3.28 There is a wide range of events that could trigger this type of flow. A few examples follow:

  • A subsoil deposit of minerals may become economically exploitable as a result of technological progress or an increase in market prices.

  • Improved access may make commercial harvesting of timber feasible in a particular forest.

  • A construction project might lose its economic rationale before it is completed and the partially completed asset is abandoned.

  • A government might grant patent protection to an invention.

  • A creditor may determine that a financial claim can no longer be collected because of the debtor’s bankruptcy.

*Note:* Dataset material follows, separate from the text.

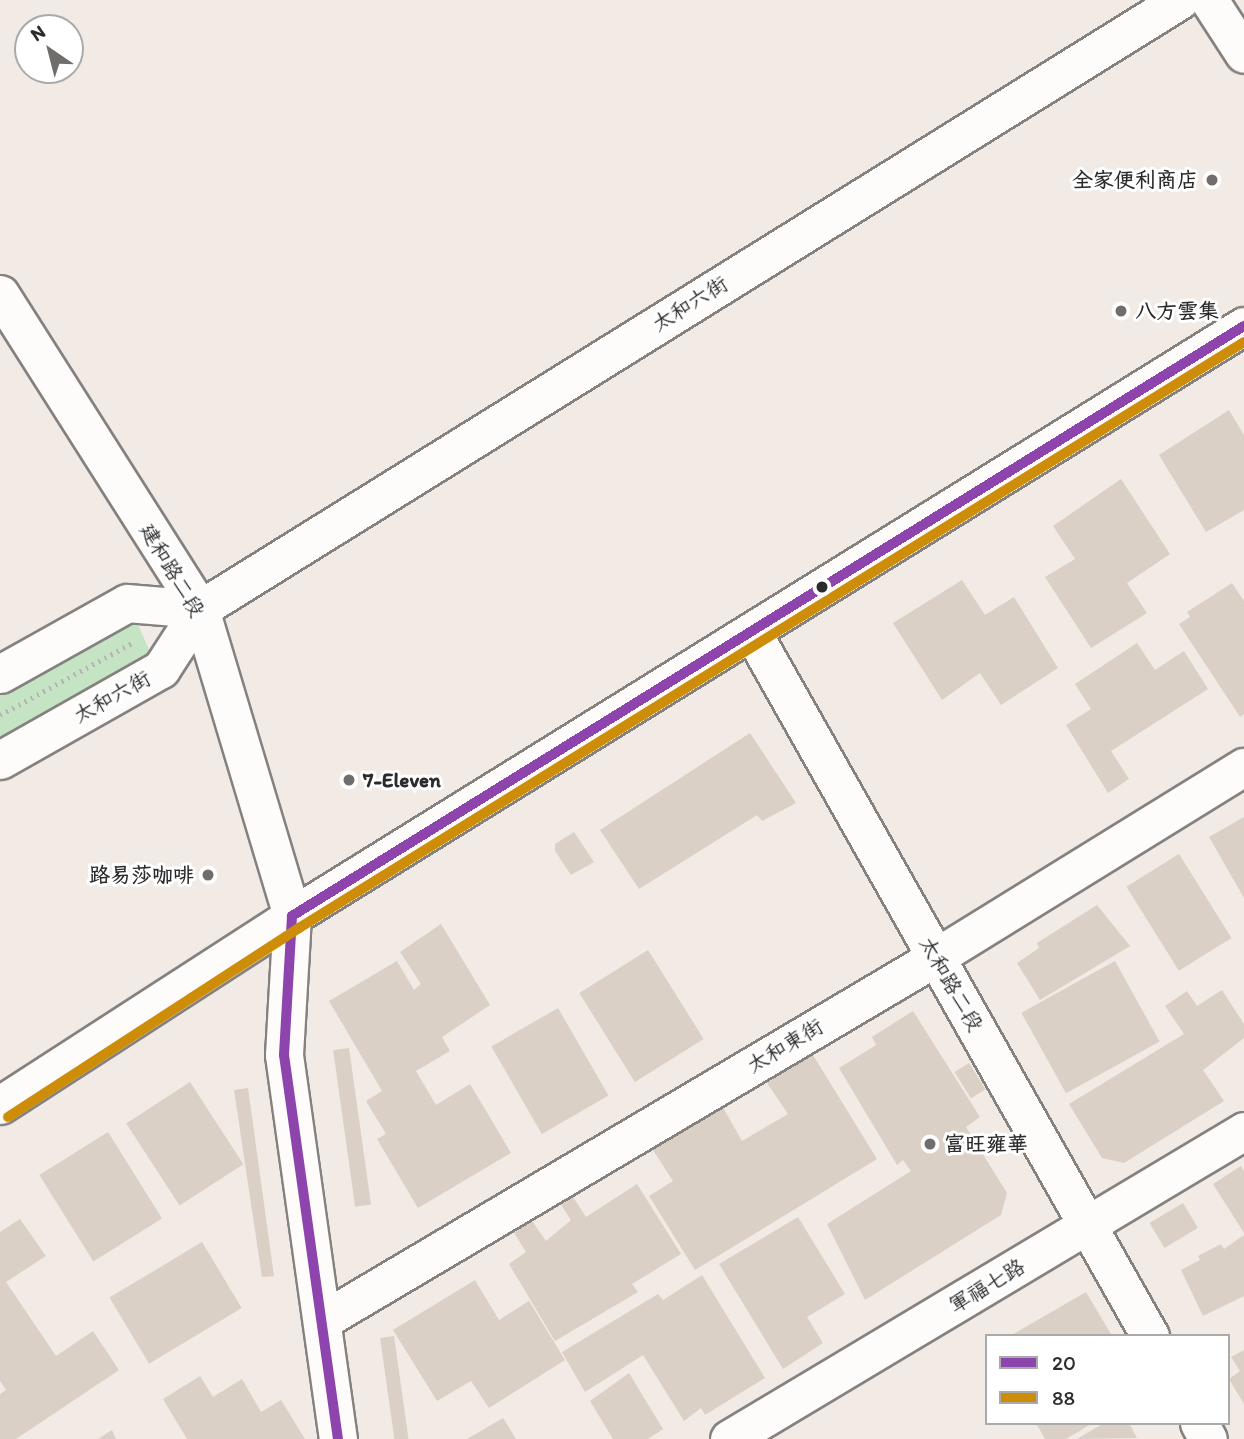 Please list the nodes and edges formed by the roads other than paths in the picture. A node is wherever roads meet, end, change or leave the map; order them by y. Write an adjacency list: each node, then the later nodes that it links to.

3.29 The second group of other volume changes includes changes in the quantities or qualities of assets. Such changes arise because the assets have been discovered, created, destroyed, cancelled, or seized by one unit from another unit. Some examples of these types of events include:

  • The partial or complete catastrophic destruction of an asset resulting from a large-scale event, such as a major earthquake or hurricane.

  • An increase in the quantity of forests and fishstocks from natural growth.

  • A depletion of the volume of mineral deposits and natural forests as a result of the physical removal of the assets.

  • The exhaustion of a patent over time.

  • A unilateral change by an employer in the benefit structure of a retirement scheme.

  • The creation of land by reclaiming it from the sea with the use of dikes or other sea barriers.

  • The discovery of a new deposit of minerals.

  • The seizure of assets by a government unit without full compensation for reasons other than the failure to pay taxes, fines, or similar levies.

  • A decrease in the quality of an asset resulting from environmental damage, erosion, deforestation, or unforeseen obsolescence.

  • A change in the permitted or designated use of a parcel of land, such as from agricultural use to a commercial building site.

3.30 The third category relates to changes resulting from reclassifications of entire units from one sector to another or the reclassification of individual assets and liabilities from one category to another category. Net worth will not change as a result of a classification change.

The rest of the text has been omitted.